Em seu improviso, ontem, em Sorocaba, Lula soltou uma definição precisa do seu governo. Descobriu que a economia se faz com simplicidade, sem firulas, sem volteios. Simplesmente porque percebeu que não havia relações causais automáticas entre “lição de casa” e crescimento. Desenvolvimento é trabalho diário e pertinaz, removendo os entraves ao crescimento.
Recentemente conversei com um ex-Ministro do governo Lula. Ele me contava o modo de trabalho do presidente – aliás, desde os tempos de presidente do PT.
Não tem cansaço para a discussão. Pode passar horas discutindo uma medida, ouvindo argumentos, pedindo explicações. Só se impacienta com papo furado.
Seu método de avaliação é simples: 1) É viável? 2) Que benefícios traz para o país? 3) Quais os riscos? Com esse método, mais a rapidez para captar detalhes, quase sempre consegue encerrar a discussão com a melhor proposta. Quando não está suficientemente convencido, remarca a reunião para dali a alguns dias.
Provavelmente desde Geisel não aparece um presidente que se envolva tanto com todos os pontos de seu governo – sendo que o Brasil de Geisel era muito menor e mais simples que o de Lula.
Foi graças a esse objetividade e à busca permanente de resultados, que Lula foi conseguindo se desvencilhar – ainda que lentamente – de todo o aparato ideológico que sustentava o imolibismo das políticas públicas. Constatou, primeiro, a importância do equilíbrio fiscal. Mas, na crise, se deu conta que excesso de rigor fiscal mata o crescimento. Entendeu a importância da pró-atividade na política econômica, assim como a importância das empresas públicas em casos específicos – sem incorrer em estatização generalizada. Em suma, sintetizou o ideário de um centro-esquerda não dogmático que a era FHC liquidou no PSDB. Graças à crise conseguiu aplicar na política econômica uma versão do sindicalismo de resultados.
Por tudo isso, é incompreensível o imediatismo, a falta de visão de futuro, com que trata a questão cambial.
O que matou o PSDB foi a constatação, anos depois, dos malefícios do neoliberalismo exacerbado de FHC. Enquanto se produziam os desastres do primeiro governo, não se cuidava da auto-crítica, dos ajustes. Lembro-me de artigos meus, em 1998 ainda, percebendo alguns avanços que ocorriam e preevendo: a política cambial liquidará com o governo FHC.
O mesmo acontece agora, mas de uma forma mais nociva, porque, ao contrário do desastre da gestão Gustavo Franco, agora a apreciação cambial se dá de uma forma consistente, graças à formação de um amplo colchão de reservas cambiais e ao fato do Brasil ter se tornado o pato da vez da alta liquidez internacional.
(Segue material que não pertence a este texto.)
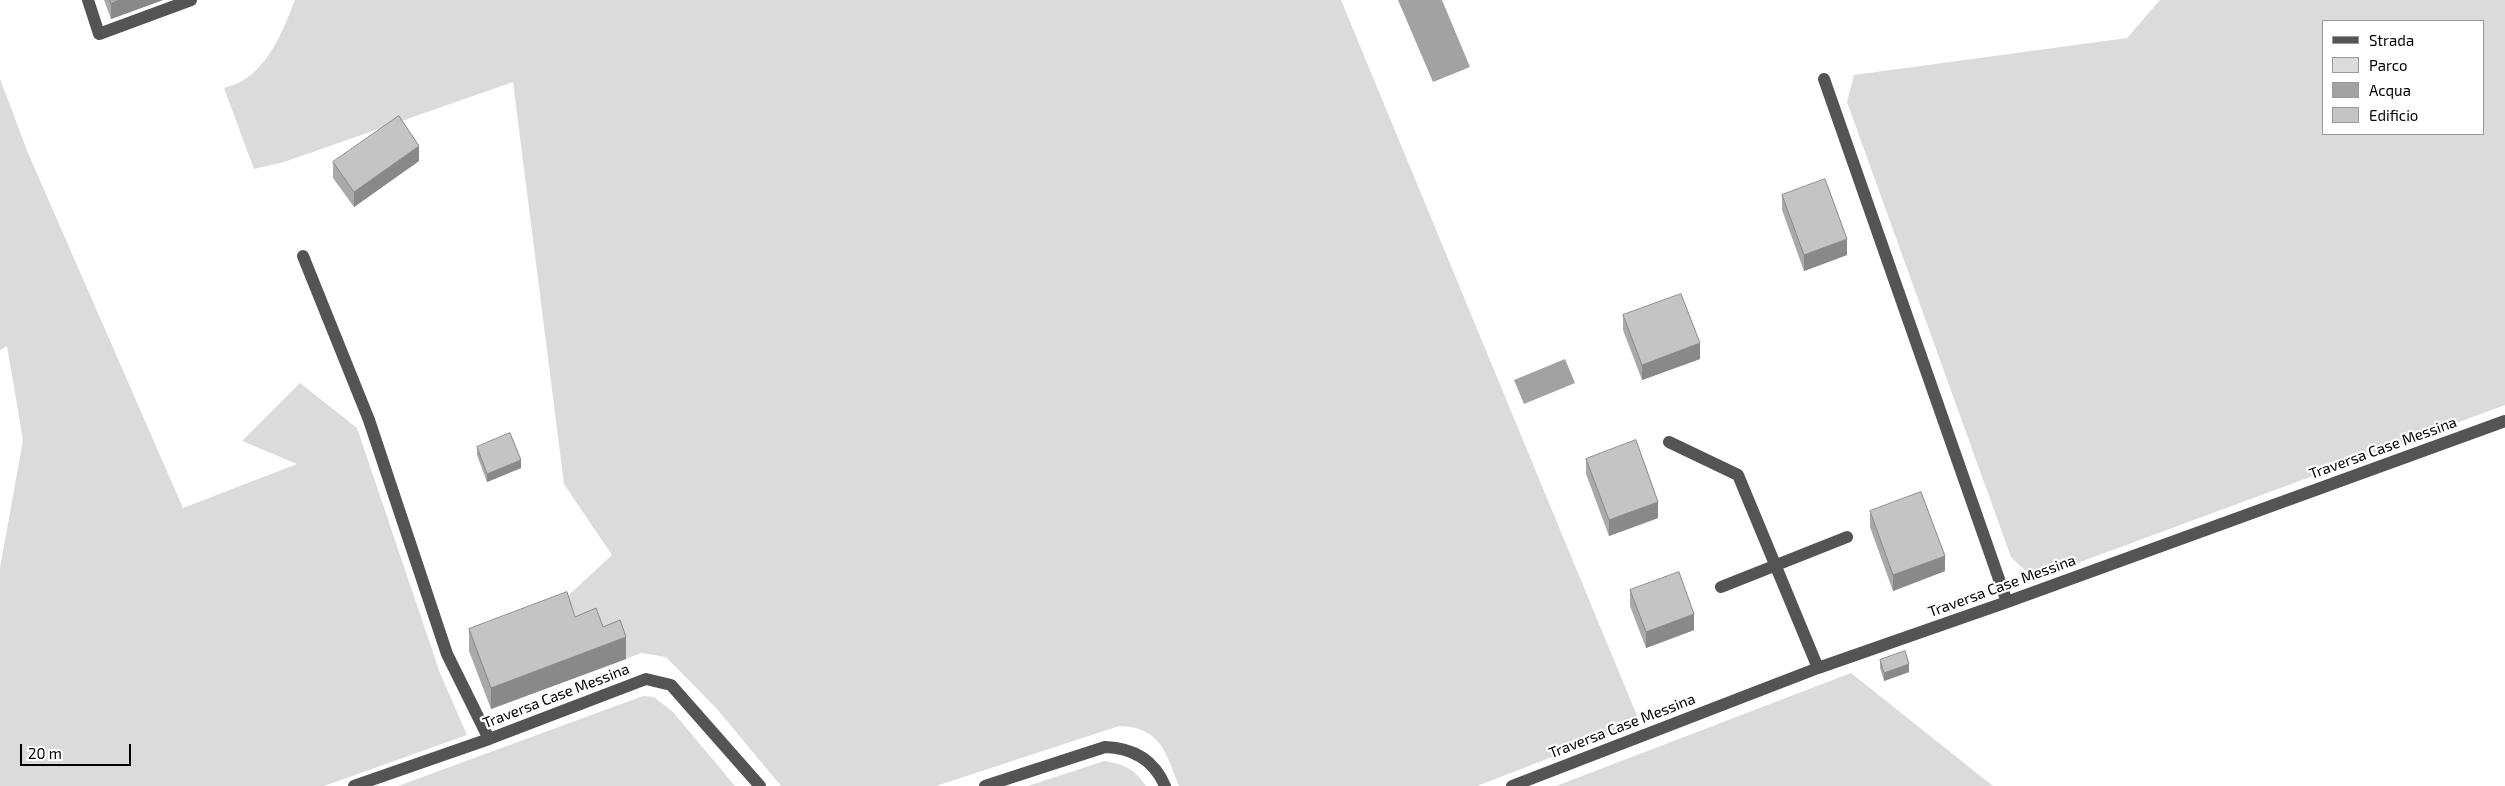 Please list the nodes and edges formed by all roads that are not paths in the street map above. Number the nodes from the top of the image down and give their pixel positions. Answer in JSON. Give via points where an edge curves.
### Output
{"nodes":[{"id":1,"x":88,"y":0,"type":"edge"},
{"id":2,"x":191,"y":0,"type":"edge"},
{"id":3,"x":1824,"y":79,"type":"dead end"},
{"id":4,"x":303,"y":256,"type":"dead end"},
{"id":5,"x":2505,"y":420,"type":"edge"},
{"id":6,"x":1669,"y":442,"type":"dead end"},
{"id":7,"x":1847,"y":537,"type":"dead end"},
{"id":8,"x":1775,"y":566,"type":"junction"},
{"id":9,"x":1721,"y":587,"type":"dead end"},
{"id":10,"x":2007,"y":602,"type":"junction"},
{"id":11,"x":1818,"y":668,"type":"junction"},
{"id":12,"x":489,"y":739,"type":"junction"},
{"id":13,"x":354,"y":786,"type":"edge"},
{"id":14,"x":760,"y":786,"type":"edge"},
{"id":15,"x":985,"y":786,"type":"edge"},
{"id":16,"x":1165,"y":786,"type":"edge"},
{"id":17,"x":1512,"y":786,"type":"edge"}],
"edges":[{"from":1,"to":2,"type":"street","via":[[99,34]]},
{"from":3,"to":10,"type":"street"},
{"from":4,"to":12,"type":"street","via":[[369,420],[447,654]]},
{"from":5,"to":10,"type":"street","name":"Traversa Case Messina"},
{"from":6,"to":8,"type":"street","via":[[1738,475]]},
{"from":7,"to":8,"type":"street"},
{"from":8,"to":9,"type":"street"},
{"from":8,"to":11,"type":"street"},
{"from":10,"to":11,"type":"street","name":"Traversa Case Messina"},
{"from":11,"to":17,"type":"street","name":"Traversa Case Messina"},
{"from":12,"to":13,"type":"street","name":"Traversa Case Messina"},
{"from":12,"to":14,"type":"street","name":"Traversa Case Messina","via":[[646,679],[671,685]]},
{"from":15,"to":16,"type":"street","via":[[1105,747],[1124,747],[1147,759]]}]} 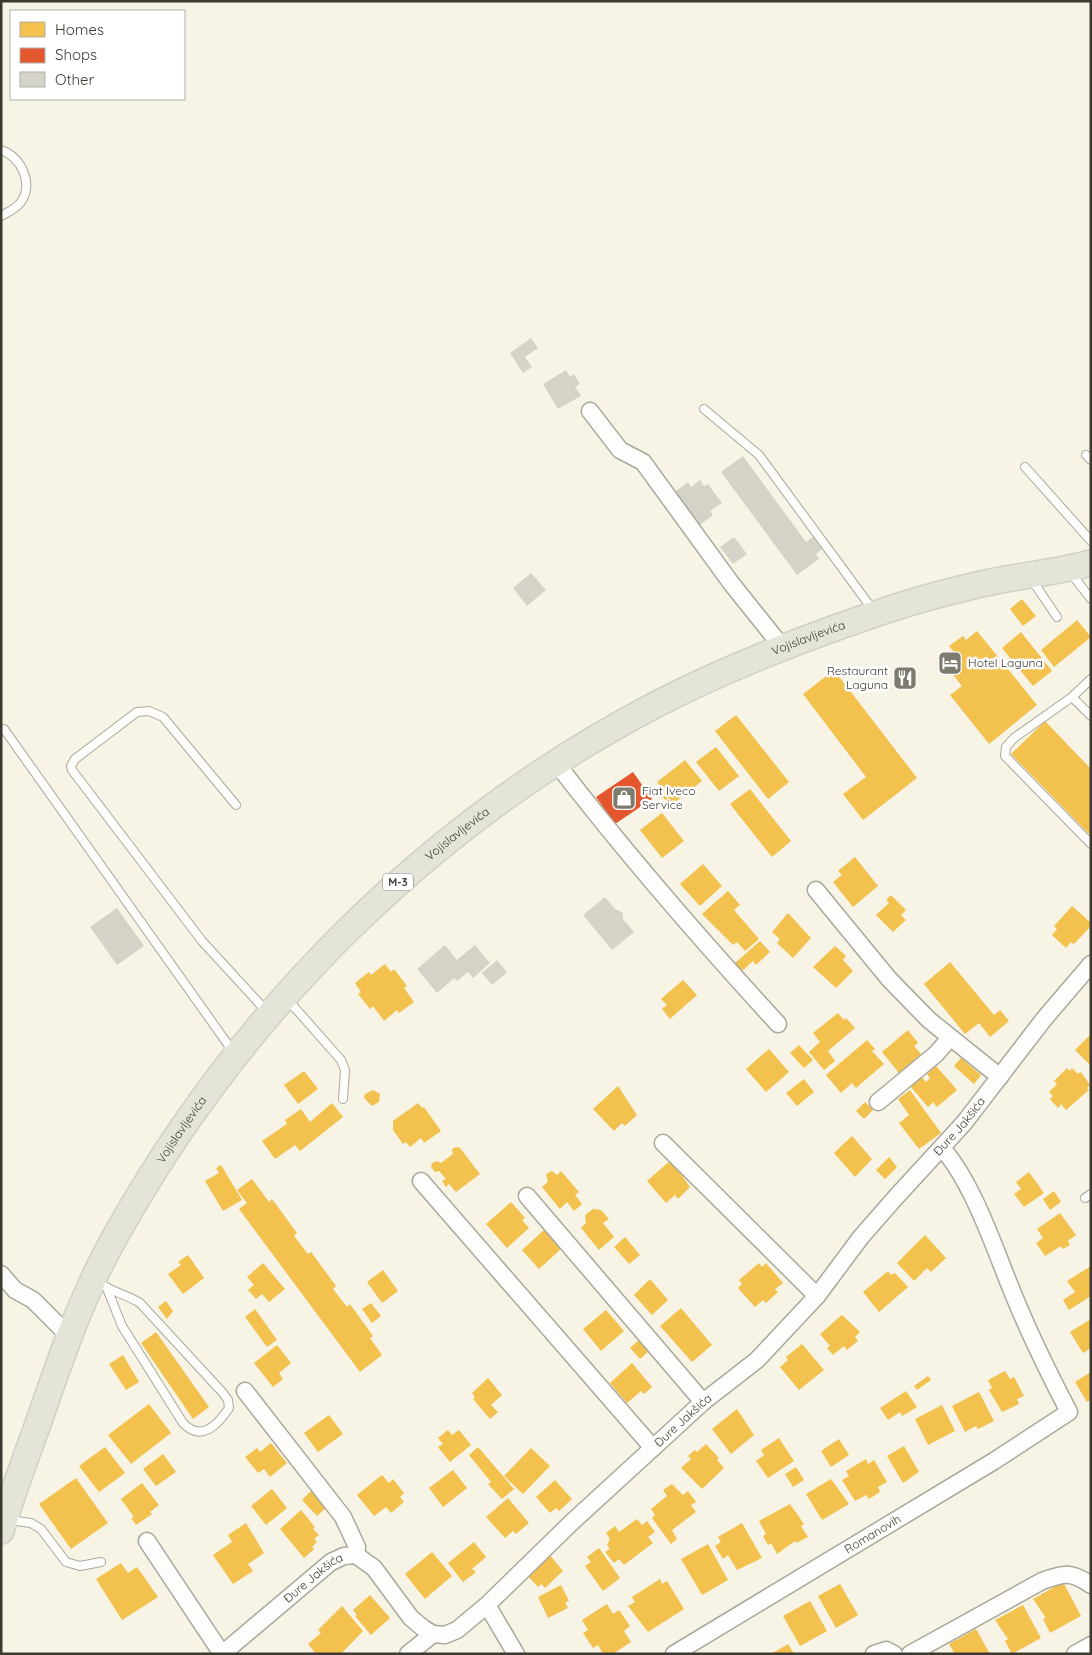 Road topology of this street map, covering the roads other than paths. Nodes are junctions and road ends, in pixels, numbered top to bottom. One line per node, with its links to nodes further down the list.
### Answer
1 (1, 150): 2 (lane)
2 (1, 216)
3 (704, 410): 10 (lane)
4 (590, 412): 12 (street)
5 (1025, 467): 6 (lane)
6 (1091, 541)
7 (1079, 566): 8 (main road, Vojislavljevića / M-3); 9 (lane)
8 (1030, 576): 10 (main road, Vojislavljevića / M-3); 11 (lane)
9 (1091, 599)
10 (876, 613): 12 (main road, Vojislavljevića / M-3)
11 (1056, 617)
12 (783, 648): 17 (main road, Vojislavljevića / M-3)
13 (1091, 679): 14 (lane)
14 (1072, 697): 15 (lane); 19 (lane)
15 (1091, 716)
16 (4, 729): 25 (lane)
17 (557, 764): 22 (main road, Vojislavljevića / M-3); 23 (street)
18 (236, 805): 22 (lane)
19 (1091, 844)
20 (816, 890): 24 (street)
21 (1091, 964): 26 (street, Đure Jakšića)
22 (277, 1005): 25 (main road, Vojislavljevića / M-3); 27 (lane)
23 (778, 1024)
24 (950, 1038): 26 (street); 28 (street)
25 (236, 1056): 34 (main road, Vojislavljevića / M-3)
26 (1000, 1077): 30 (street, Đure Jakšića)
27 (343, 1099)
28 (878, 1102)
29 (663, 1143): 35 (street)
30 (942, 1148): 35 (street, Đure Jakšića); 51 (street, Romanovih)
31 (421, 1181): 39 (street)
32 (527, 1196): 38 (street)
33 (1, 1274): 36 (street)
34 (101, 1285): 34 (lane); 36 (main road, Vojislavljevića / M-3)
35 (817, 1296): 38 (street, Đure Jakšića)
36 (68, 1335): 40 (main road, Vojislavljevića / M-3)
37 (245, 1391): 42 (street)
38 (703, 1402): 39 (street, Đure Jakšića)
39 (653, 1448): 45 (street, Đure Jakšića)
40 (3, 1525): 43 (lane)
41 (147, 1541): 48 (street)
42 (356, 1555): 46 (street, Đure Jakšića); 48 (street, Đure Jakšića)
43 (101, 1562)
44 (1091, 1586): 54 (street)
45 (487, 1606): 46 (street, Đure Jakšića); 50 (street)
46 (433, 1634): 49 (street)
47 (1091, 1645): 55 (street)
48 (222, 1654)
49 (408, 1654)
50 (516, 1654)
51 (674, 1654)
52 (874, 1654): 53 (street)
53 (894, 1654)
54 (910, 1654)
55 (1075, 1654) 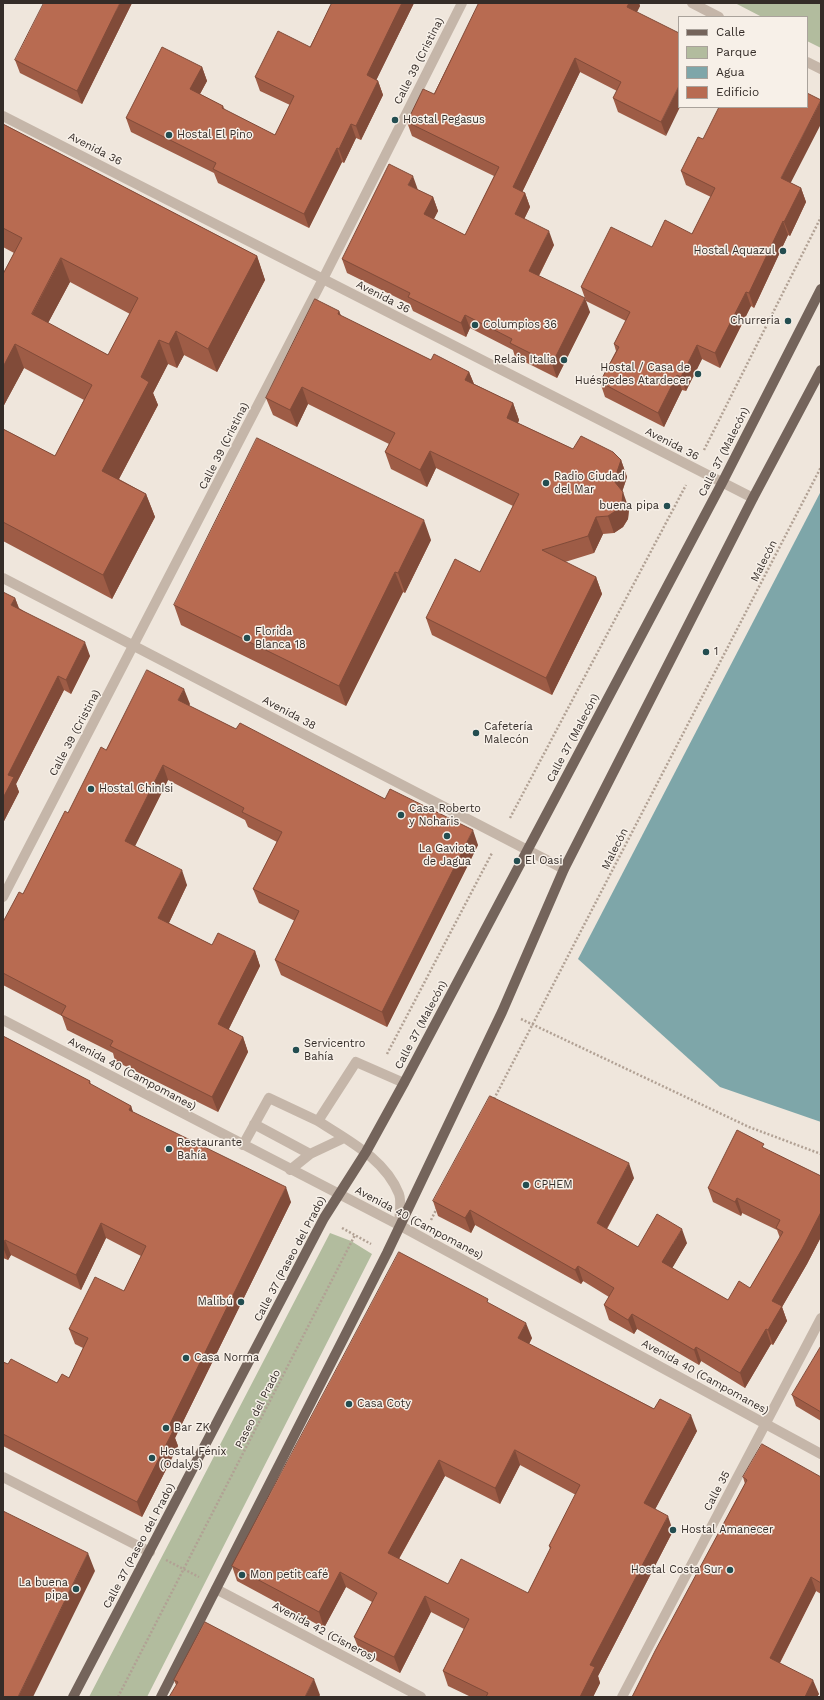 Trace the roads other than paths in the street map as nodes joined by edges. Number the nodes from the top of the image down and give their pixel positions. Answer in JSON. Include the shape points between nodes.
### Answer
{"nodes":[{"id":1,"x":462,"y":3,"type":"edge"},
{"id":2,"x":692,"y":3,"type":"edge"},
{"id":3,"x":717,"y":16,"type":"edge"},
{"id":4,"x":808,"y":62,"type":"edge"},
{"id":5,"x":821,"y":69,"type":"edge"},
{"id":6,"x":3,"y":116,"type":"edge"},
{"id":7,"x":323,"y":279,"type":"junction"},
{"id":8,"x":821,"y":289,"type":"edge"},
{"id":9,"x":821,"y":370,"type":"edge"},
{"id":10,"x":722,"y":483,"type":"junction"},
{"id":11,"x":753,"y":498,"type":"junction"},
{"id":12,"x":3,"y":578,"type":"edge"},
{"id":13,"x":134,"y":646,"type":"junction"},
{"id":14,"x":527,"y":850,"type":"junction"},
{"id":15,"x":564,"y":869,"type":"junction"},
{"id":16,"x":3,"y":897,"type":"edge"},
{"id":17,"x":3,"y":1020,"type":"edge"},
{"id":18,"x":404,"y":1083,"type":"junction"},
{"id":19,"x":318,"y":1121,"type":"junction"},
{"id":20,"x":254,"y":1124,"type":"junction"},
{"id":21,"x":344,"y":1138,"type":"junction"},
{"id":22,"x":243,"y":1146,"type":"junction"},
{"id":23,"x":366,"y":1152,"type":"junction"},
{"id":24,"x":310,"y":1154,"type":"junction"},
{"id":25,"x":290,"y":1170,"type":"junction"},
{"id":26,"x":339,"y":1195,"type":"junction"},
{"id":27,"x":399,"y":1225,"type":"junction"},
{"id":28,"x":821,"y":1318,"type":"edge"},
{"id":29,"x":766,"y":1425,"type":"junction"},
{"id":30,"x":821,"y":1454,"type":"edge"},
{"id":31,"x":3,"y":1477,"type":"edge"},
{"id":32,"x":150,"y":1552,"type":"junction"},
{"id":33,"x":216,"y":1589,"type":"junction"},
{"id":34,"x":73,"y":1697,"type":"edge"},
{"id":35,"x":161,"y":1697,"type":"edge"},
{"id":36,"x":421,"y":1697,"type":"edge"},
{"id":37,"x":622,"y":1697,"type":"edge"}],
"edges":[{"from":1,"to":7,"type":"street","name":"Calle 39 (Cristina)"},
{"from":2,"to":3,"type":"street"},
{"from":4,"to":5,"type":"street"},
{"from":6,"to":7,"type":"street","name":"Avenida 36"},
{"from":7,"to":10,"type":"street","name":"Avenida 36"},
{"from":7,"to":13,"type":"street","name":"Calle 39 (Cristina)"},
{"from":8,"to":10,"type":"main road","name":"Calle 37 (Malecón)"},
{"from":9,"to":11,"type":"main road"},
{"from":10,"to":11,"type":"street","name":"Avenida 36"},
{"from":10,"to":14,"type":"main road","name":"Calle 37 (Malecón)"},
{"from":11,"to":15,"type":"main road"},
{"from":12,"to":13,"type":"street","name":"Avenida 38"},
{"from":13,"to":14,"type":"street","name":"Avenida 38"},
{"from":13,"to":16,"type":"street","name":"Calle 39 (Cristina)"},
{"from":14,"to":15,"type":"street","name":"Avenida 38"},
{"from":14,"to":18,"type":"main road","name":"Calle 37 (Malecón)"},
{"from":15,"to":27,"type":"main road","via":[[502,1012]]},
{"from":17,"to":22,"type":"street","name":"Avenida 40 (Campomanes)"},
{"from":18,"to":19,"type":"street","via":[[356,1062]]},
{"from":18,"to":23,"type":"main road","name":"Calle 37 (Malecón)"},
{"from":19,"to":20,"type":"street","via":[[269,1098]]},
{"from":19,"to":21,"type":"street"},
{"from":20,"to":22,"type":"street"},
{"from":20,"to":24,"type":"street"},
{"from":21,"to":23,"type":"street"},
{"from":21,"to":24,"type":"street"},
{"from":22,"to":25,"type":"street","name":"Avenida 40 (Campomanes)"},
{"from":23,"to":26,"type":"main road","name":"Calle 37 (Malecón)"},
{"from":23,"to":27,"type":"street","via":[[382,1167],[400,1195]]},
{"from":24,"to":25,"type":"street"},
{"from":25,"to":26,"type":"street","name":"Avenida 40 (Campomanes)"},
{"from":26,"to":27,"type":"street","name":"Avenida 40 (Campomanes)"},
{"from":26,"to":32,"type":"main road","name":"Calle 37 (Paseo del Prado)","via":[[324,1218]]},
{"from":27,"to":29,"type":"street","name":"Avenida 40 (Campomanes)"},
{"from":27,"to":33,"type":"main road"},
{"from":28,"to":29,"type":"street","name":"Calle 35"},
{"from":29,"to":30,"type":"street","name":"Avenida 40 (Campomanes)"},
{"from":29,"to":37,"type":"street","name":"Calle 35"},
{"from":31,"to":32,"type":"street"},
{"from":32,"to":34,"type":"main road","name":"Calle 37 (Paseo del Prado)"},
{"from":33,"to":35,"type":"main road"},
{"from":33,"to":36,"type":"street","name":"Avenida 42 (Cisneros)"}]} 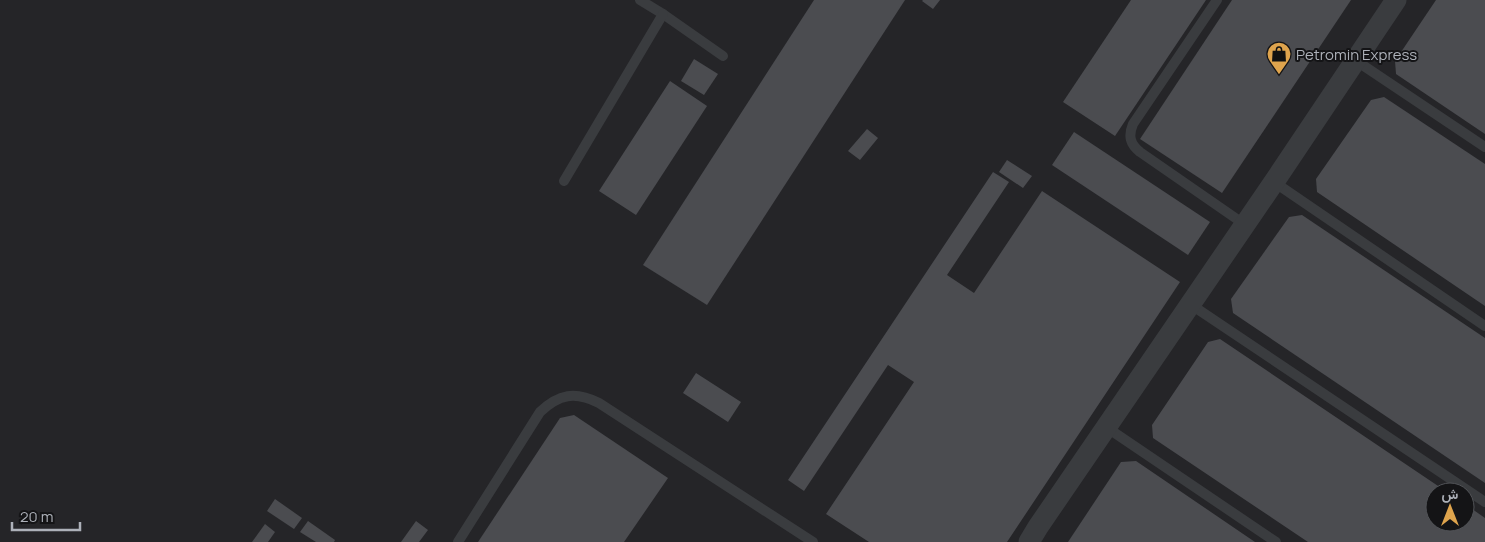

Fechou-se espaço para o Sr. Crise se manifestar e corrigir rapidamente os desmandos do câmbio.
Daqui a alguns anos, o legado de Lula incluirá obras importantes e irreversíveis, como a massificação das políticas sociais, o trabalho da Fazenda, evitando a crise, a manutenção da responsabilidade fiscal, o pacto federativo embutido no PAC (Programa de Aceleração do Crescimento).
Mas contabilizará, também, a enorme irresponsabilidade da política cambial e os efeitos sobre a desindustrialização brasileira.
O déficit de informação no país permite que analistas – como esse «professor de Deus» – manipular dados, efetuar duplas contagens, assim como fez com as contas paulistas, para negar a desindustrialização. Para tanto, basta contabilizar como produção nacional equipamentos importados e revendidos por empresas nacionais.
Só que Lula não tem o álibi da ignorância. Ele se escora, mensalmente, em reuniões com dois dos economistas mais atentos a esse desastre: Delfim Netto e Luiz Gonzaga Belluzzo. Então, qual a razão de permitir esse estrago, que compromete o futuro do país irreversivelmente – na medida em que tira competitividade da indústria nacional em um momento crucial, em que a China avança vorazmente sobre mercados antes ocupados pelo Brasil?
Daqui a alguns anos, quando esses números estiverem mais claros, a história irá debitar essa conta ao governo Lula – como debita, hoje em dia, a estagnação e a desindustrialização dos anos 90 ao governo FHC.